[Data extracted from a collection]
---*---
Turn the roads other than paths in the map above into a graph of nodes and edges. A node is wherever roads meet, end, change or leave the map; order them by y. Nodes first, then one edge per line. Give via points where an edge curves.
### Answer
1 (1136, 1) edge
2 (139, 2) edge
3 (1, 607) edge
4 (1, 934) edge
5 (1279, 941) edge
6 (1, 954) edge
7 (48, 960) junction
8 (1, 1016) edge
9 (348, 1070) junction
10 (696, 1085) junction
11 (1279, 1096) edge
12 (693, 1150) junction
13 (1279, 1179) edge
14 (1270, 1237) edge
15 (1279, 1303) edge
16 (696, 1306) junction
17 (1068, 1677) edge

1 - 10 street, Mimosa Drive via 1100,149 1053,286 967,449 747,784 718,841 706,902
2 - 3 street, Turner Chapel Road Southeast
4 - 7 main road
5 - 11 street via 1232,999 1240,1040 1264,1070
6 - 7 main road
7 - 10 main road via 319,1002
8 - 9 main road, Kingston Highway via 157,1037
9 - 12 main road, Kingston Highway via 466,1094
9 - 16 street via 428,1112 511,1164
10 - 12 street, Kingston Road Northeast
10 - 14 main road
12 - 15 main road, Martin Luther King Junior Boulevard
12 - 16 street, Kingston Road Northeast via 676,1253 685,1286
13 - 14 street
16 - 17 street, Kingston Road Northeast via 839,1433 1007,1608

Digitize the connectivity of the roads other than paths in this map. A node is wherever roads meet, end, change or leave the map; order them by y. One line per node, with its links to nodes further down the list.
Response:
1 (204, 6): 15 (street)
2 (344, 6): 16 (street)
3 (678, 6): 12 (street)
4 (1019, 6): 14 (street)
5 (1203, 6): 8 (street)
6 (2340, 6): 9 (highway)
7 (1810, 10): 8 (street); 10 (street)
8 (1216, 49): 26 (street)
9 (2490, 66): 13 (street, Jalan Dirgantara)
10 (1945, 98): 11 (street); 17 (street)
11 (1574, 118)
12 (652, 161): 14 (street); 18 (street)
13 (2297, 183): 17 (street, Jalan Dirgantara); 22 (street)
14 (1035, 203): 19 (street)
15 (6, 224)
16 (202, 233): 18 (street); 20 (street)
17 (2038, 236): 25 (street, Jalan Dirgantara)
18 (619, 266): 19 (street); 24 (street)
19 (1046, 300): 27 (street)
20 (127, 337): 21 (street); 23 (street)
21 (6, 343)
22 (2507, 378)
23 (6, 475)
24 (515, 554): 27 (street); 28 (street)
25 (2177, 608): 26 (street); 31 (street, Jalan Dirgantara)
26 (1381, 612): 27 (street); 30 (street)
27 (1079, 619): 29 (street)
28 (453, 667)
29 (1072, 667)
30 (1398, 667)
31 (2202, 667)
---*---
PROBLEM DETAILS: When you find a line in the records that contains the word "them", copy it.

WRITTEN RESPONSE:
Turn the roads other than paths in the map above into a graph of nodes and edges. A node is wherever roads meet, end, change or leave the map; order them by y. Nodes first, then one edge per line. Give via points where an edge curves.
Digitize the connectivity of the roads other than paths in this map. A node is wherever roads meet, end, change or leave the map; order them by y. One line per node, with its links to nodes further down the list.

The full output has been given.